No capítulo sétimo, a geógrafa encerra o livro com alguns indicadores
sanitários. São eles, valores estatísticos que servem para a comparação de
áreas em termos sanitários ou para analisar a evolução de determinadas
características no mesmo espaço. Eles podem ser divididos em indicadores de
saúde comunitária (mortalidade e morbilidade),indicadores de serviços de
saúde (camas hospitalares, profissional/habitante, tempo de espera por
consulta, distância média do serviço, entre outros) e indicadores de saúde
ambiental e social (saneamento, consumo de drogas, contaminação, hábitos
de vida, suicídio e outros).
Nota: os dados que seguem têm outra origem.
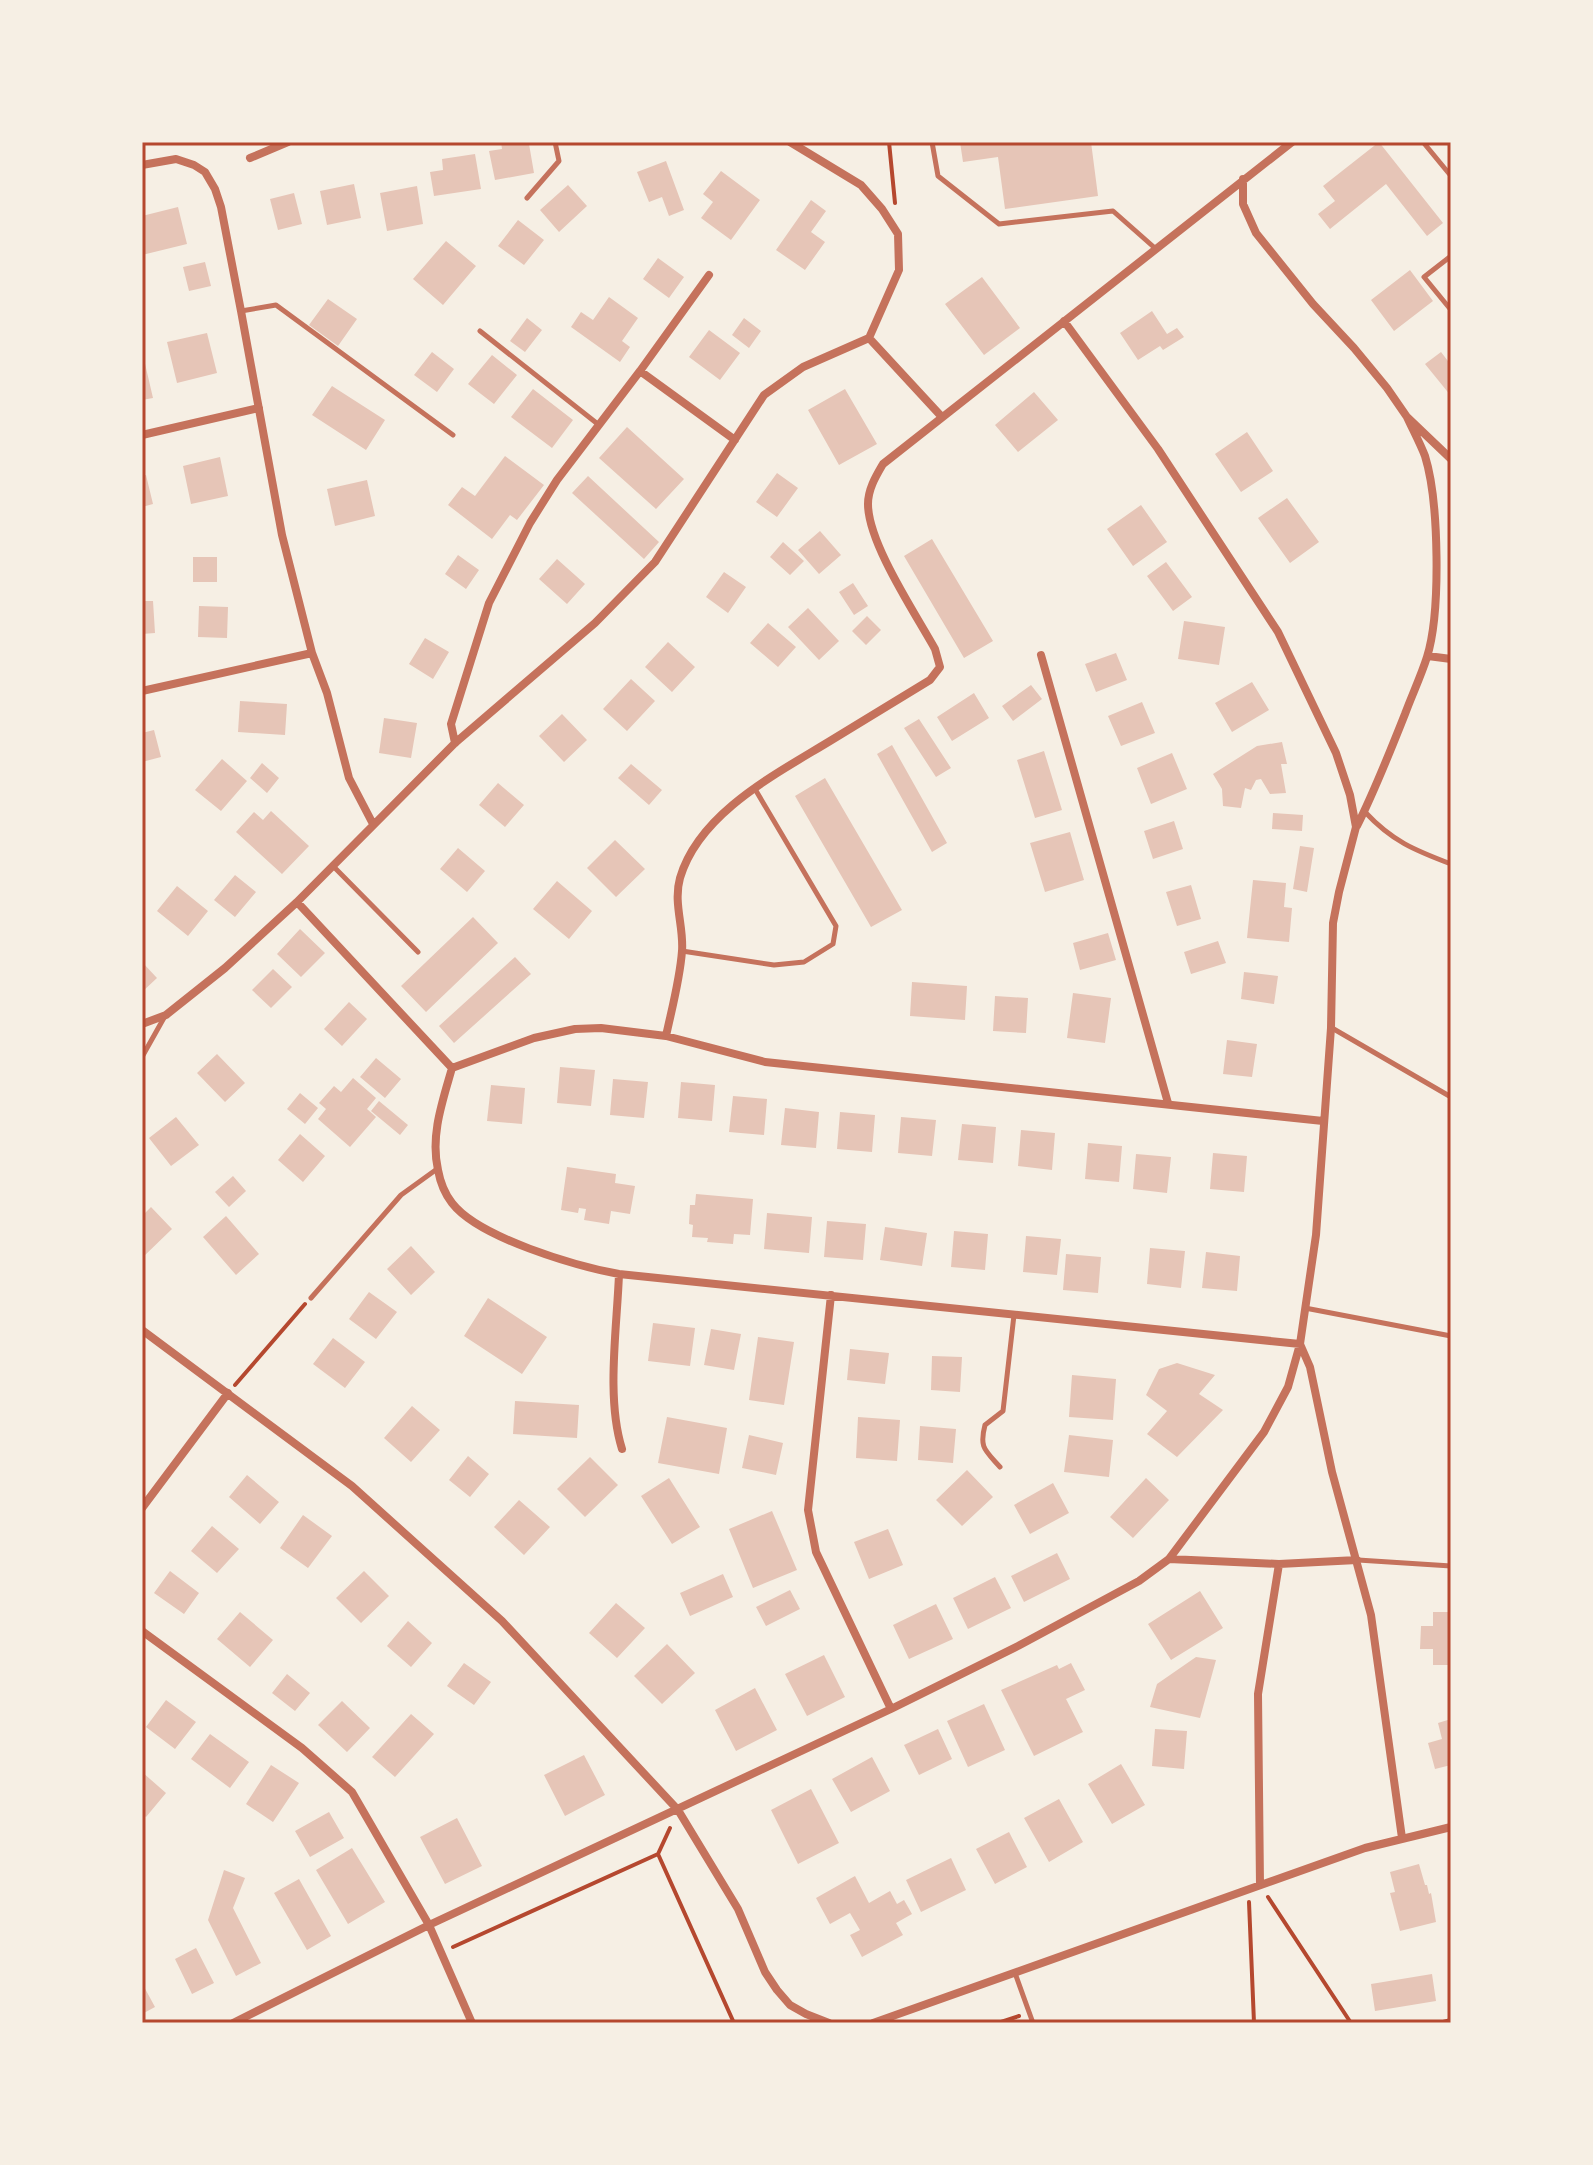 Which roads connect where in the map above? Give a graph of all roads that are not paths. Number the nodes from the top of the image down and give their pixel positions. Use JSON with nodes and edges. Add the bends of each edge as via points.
{"nodes":[{"id":1,"x":288,"y":142,"type":"edge"},
{"id":2,"x":555,"y":142,"type":"edge"},
{"id":3,"x":790,"y":142,"type":"edge"},
{"id":4,"x":932,"y":142,"type":"edge"},
{"id":5,"x":1275,"y":142,"type":"edge"},
{"id":6,"x":1292,"y":142,"type":"edge"},
{"id":7,"x":1423,"y":142,"type":"edge"},
{"id":8,"x":250,"y":158,"type":"dead end"},
{"id":9,"x":1270,"y":159,"type":"junction"},
{"id":10,"x":142,"y":165,"type":"edge"},
{"id":11,"x":1451,"y":176,"type":"edge"},
{"id":12,"x":1243,"y":179,"type":"junction"},
{"id":13,"x":527,"y":198,"type":"dead end"},
{"id":14,"x":1157,"y":250,"type":"junction"},
{"id":15,"x":1451,"y":256,"type":"edge"},
{"id":16,"x":709,"y":275,"type":"dead end"},
{"id":17,"x":1451,"y":310,"type":"edge"},
{"id":18,"x":241,"y":311,"type":"junction"},
{"id":19,"x":1064,"y":321,"type":"junction"},
{"id":20,"x":480,"y":331,"type":"dead end"},
{"id":21,"x":869,"y":338,"type":"junction"},
{"id":22,"x":640,"y":371,"type":"junction"},
{"id":23,"x":259,"y":408,"type":"junction"},
{"id":24,"x":941,"y":416,"type":"junction"},
{"id":25,"x":1407,"y":417,"type":"junction"},
{"id":26,"x":599,"y":425,"type":"junction"},
{"id":27,"x":142,"y":435,"type":"edge"},
{"id":28,"x":453,"y":435,"type":"dead end"},
{"id":29,"x":735,"y":440,"type":"junction"},
{"id":30,"x":1451,"y":459,"type":"edge"},
{"id":31,"x":312,"y":653,"type":"junction"},
{"id":32,"x":1041,"y":655,"type":"dead end"},
{"id":33,"x":1428,"y":656,"type":"junction"},
{"id":34,"x":1451,"y":659,"type":"edge"},
{"id":35,"x":142,"y":691,"type":"edge"},
{"id":36,"x":455,"y":743,"type":"junction"},
{"id":37,"x":755,"y":788,"type":"junction"},
{"id":38,"x":1364,"y":811,"type":"junction"},
{"id":39,"x":373,"y":824,"type":"junction"},
{"id":40,"x":1356,"y":827,"type":"junction"},
{"id":41,"x":1451,"y":864,"type":"edge"},
{"id":42,"x":332,"y":865,"type":"junction"},
{"id":43,"x":297,"y":902,"type":"junction"},
{"id":44,"x":682,"y":951,"type":"junction"},
{"id":45,"x":418,"y":952,"type":"dead end"},
{"id":46,"x":166,"y":1015,"type":"junction"},
{"id":47,"x":142,"y":1024,"type":"edge"},
{"id":48,"x":1331,"y":1028,"type":"junction"},
{"id":49,"x":666,"y":1036,"type":"junction"},
{"id":50,"x":142,"y":1057,"type":"edge"},
{"id":51,"x":452,"y":1068,"type":"junction"},
{"id":52,"x":1451,"y":1097,"type":"edge"},
{"id":53,"x":1168,"y":1103,"type":"junction"},
{"id":54,"x":1323,"y":1121,"type":"junction"},
{"id":55,"x":438,"y":1168,"type":"junction"},
{"id":56,"x":619,"y":1274,"type":"junction"},
{"id":57,"x":831,"y":1295,"type":"junction"},
{"id":58,"x":311,"y":1298,"type":"road end"},
{"id":59,"x":1305,"y":1308,"type":"junction"},
{"id":60,"x":1014,"y":1315,"type":"junction"},
{"id":61,"x":142,"y":1330,"type":"edge"},
{"id":62,"x":1451,"y":1336,"type":"edge"},
{"id":63,"x":1300,"y":1344,"type":"junction"},
{"id":64,"x":228,"y":1393,"type":"junction"},
{"id":65,"x":622,"y":1449,"type":"dead end"},
{"id":66,"x":1000,"y":1467,"type":"dead end"},
{"id":67,"x":142,"y":1508,"type":"edge"},
{"id":68,"x":1169,"y":1559,"type":"junction"},
{"id":69,"x":1357,"y":1560,"type":"junction"},
{"id":70,"x":1279,"y":1564,"type":"junction"},
{"id":71,"x":1451,"y":1566,"type":"edge"},
{"id":72,"x":142,"y":1631,"type":"edge"},
{"id":73,"x":891,"y":1709,"type":"junction"},
{"id":74,"x":678,"y":1810,"type":"junction"},
{"id":75,"x":1451,"y":1827,"type":"edge"},
{"id":76,"x":1402,"y":1838,"type":"junction"},
{"id":77,"x":1260,"y":1885,"type":"junction"},
{"id":78,"x":429,"y":1925,"type":"junction"},
{"id":79,"x":1015,"y":1973,"type":"junction"},
{"id":80,"x":233,"y":2023,"type":"edge"},
{"id":81,"x":472,"y":2023,"type":"edge"},
{"id":82,"x":829,"y":2023,"type":"edge"},
{"id":83,"x":873,"y":2023,"type":"edge"},
{"id":84,"x":1033,"y":2023,"type":"edge"}],
"edges":[{"from":1,"to":8,"type":"street"},
{"from":2,"to":13,"type":"lane","via":[[559,161]]},
{"from":3,"to":21,"type":"street","via":[[861,185],[898,234],[899,270]]},
{"from":4,"to":14,"type":"lane","via":[[938,176],[999,224],[1113,211]]},
{"from":5,"to":9,"type":"street"},
{"from":6,"to":9,"type":"street"},
{"from":7,"to":11,"type":"lane"},
{"from":9,"to":12,"type":"street"},
{"from":10,"to":18,"type":"street","via":[[176,159],[205,172],[221,207]]},
{"from":12,"to":14,"type":"street"},
{"from":12,"to":25,"type":"street","via":[[1243,204],[1256,233]]},
{"from":14,"to":19,"type":"street"},
{"from":15,"to":17,"type":"lane","via":[[1424,277]]},
{"from":16,"to":22,"type":"street"},
{"from":18,"to":23,"type":"street"},
{"from":18,"to":28,"type":"lane","via":[[276,305]]},
{"from":19,"to":24,"type":"street"},
{"from":19,"to":40,"type":"street","via":[[1158,449],[1278,632],[1336,753]]},
{"from":20,"to":26,"type":"lane"},
{"from":21,"to":24,"type":"street"},
{"from":21,"to":29,"type":"street","via":[[773,386]]},
{"from":22,"to":26,"type":"street"},
{"from":22,"to":29,"type":"street"},
{"from":23,"to":27,"type":"street"},
{"from":23,"to":31,"type":"street","via":[[282,535]]},
{"from":24,"to":37,"type":"street","via":[[883,464],[868,502],[872,531],[940,667],[930,680]]},
{"from":25,"to":30,"type":"street"},
{"from":25,"to":33,"type":"street","via":[[1425,456],[1435,532],[1436,589]]},
{"from":26,"to":36,"type":"street","via":[[530,523],[489,603],[451,724]]},
{"from":29,"to":36,"type":"street","via":[[655,562],[595,623]]},
{"from":31,"to":35,"type":"street"},
{"from":31,"to":39,"type":"street","via":[[349,778]]},
{"from":32,"to":53,"type":"street"},
{"from":33,"to":34,"type":"street"},
{"from":33,"to":38,"type":"street"},
{"from":36,"to":39,"type":"street"},
{"from":37,"to":44,"type":"street","via":[[720,817],[688,859],[677,895]]},
{"from":37,"to":44,"type":"lane","via":[[836,926],[833,944],[804,962],[774,965]]},
{"from":38,"to":40,"type":"street"},
{"from":38,"to":41,"type":"lane","via":[[1399,842]]},
{"from":39,"to":42,"type":"street"},
{"from":40,"to":48,"type":"street","via":[[1333,923]]},
{"from":42,"to":43,"type":"street"},
{"from":42,"to":45,"type":"lane"},
{"from":43,"to":46,"type":"street"},
{"from":43,"to":51,"type":"street"},
{"from":44,"to":49,"type":"street"},
{"from":46,"to":47,"type":"street"},
{"from":46,"to":50,"type":"lane"},
{"from":48,"to":52,"type":"lane"},
{"from":48,"to":54,"type":"street"},
{"from":49,"to":51,"type":"street","via":[[575,1029]]},
{"from":49,"to":53,"type":"street","via":[[765,1062]]},
{"from":51,"to":55,"type":"street","via":[[438,1120]]},
{"from":53,"to":54,"type":"street"},
{"from":54,"to":59,"type":"street"},
{"from":55,"to":56,"type":"street","via":[[452,1203],[484,1228],[566,1262]]},
{"from":55,"to":58,"type":"lane","via":[[401,1195]]},
{"from":56,"to":57,"type":"street"},
{"from":56,"to":65,"type":"street","via":[[613,1402]]},
{"from":57,"to":60,"type":"street"},
{"from":57,"to":73,"type":"street","via":[[808,1510],[816,1552]]},
{"from":59,"to":62,"type":"lane"},
{"from":59,"to":63,"type":"street"},
{"from":60,"to":63,"type":"street"},
{"from":60,"to":66,"type":"lane","via":[[1003,1411],[985,1425],[981,1441]]},
{"from":61,"to":64,"type":"street"},
{"from":63,"to":68,"type":"street","via":[[1288,1387],[1264,1432]]},
{"from":63,"to":69,"type":"street"},
{"from":64,"to":67,"type":"street"},
{"from":64,"to":74,"type":"street","via":[[352,1486],[502,1621]]},
{"from":68,"to":70,"type":"street"},
{"from":68,"to":73,"type":"street","via":[[1097,1604]]},
{"from":69,"to":70,"type":"street"},
{"from":69,"to":71,"type":"lane"},
{"from":69,"to":76,"type":"street","via":[[1375,1633]]},
{"from":70,"to":77,"type":"street","via":[[1258,1694]]},
{"from":72,"to":78,"type":"street","via":[[302,1748],[352,1792]]},
{"from":73,"to":74,"type":"street"},
{"from":74,"to":78,"type":"street"},
{"from":74,"to":82,"type":"street","via":[[738,1909],[777,1990],[790,2005]]},
{"from":75,"to":76,"type":"street"},
{"from":76,"to":77,"type":"street"},
{"from":77,"to":79,"type":"street"},
{"from":78,"to":80,"type":"street"},
{"from":78,"to":81,"type":"street"},
{"from":79,"to":83,"type":"street"},
{"from":79,"to":84,"type":"lane"}]}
Sem querer esgotar a enormidade de indicadores
sanitários em cada área, a autora finaliza ao afirmar que é necessário levar
em conta também aqueles indicadores não quantificáveis que são
fundamentais para o estudo da saúde.
Olivera nos oferece uma ótima referência ao estudo geográfico da
saúde. Porém, novos temas se tornam cada vez mais emergentes, como as
grandes desigualdades em saúde existentes dentro do espaço urbano, que
ocasionam, em termos estatísticos, uma média dos níveis de saúde um tanto
distorcida, visto que, em grandes centros urbanos dos países em
desenvolvimento, as condições de vida elevadas coexistem com níveis
inaceitáveis para o bem estar humano. Também as relações entre
globalização e doença devem ser consideradas, tanto em termos de
mobilidade quanto de homogeneização dos tratamentos pela indústria médica
e farmacêutica. Esses e outros temas merecem atenção dos geógrafos
interessados na temática da saúde. O livro de Ana Olivera é, contudo, um
ótimo manual para um primeiro contato com essa disciplina da Geografia que
ganha cada vez mais espaço no Brasil. O livro, publicado em 1993 pela editora
madrilenha Sintesis, ainda não possui tradução para o português.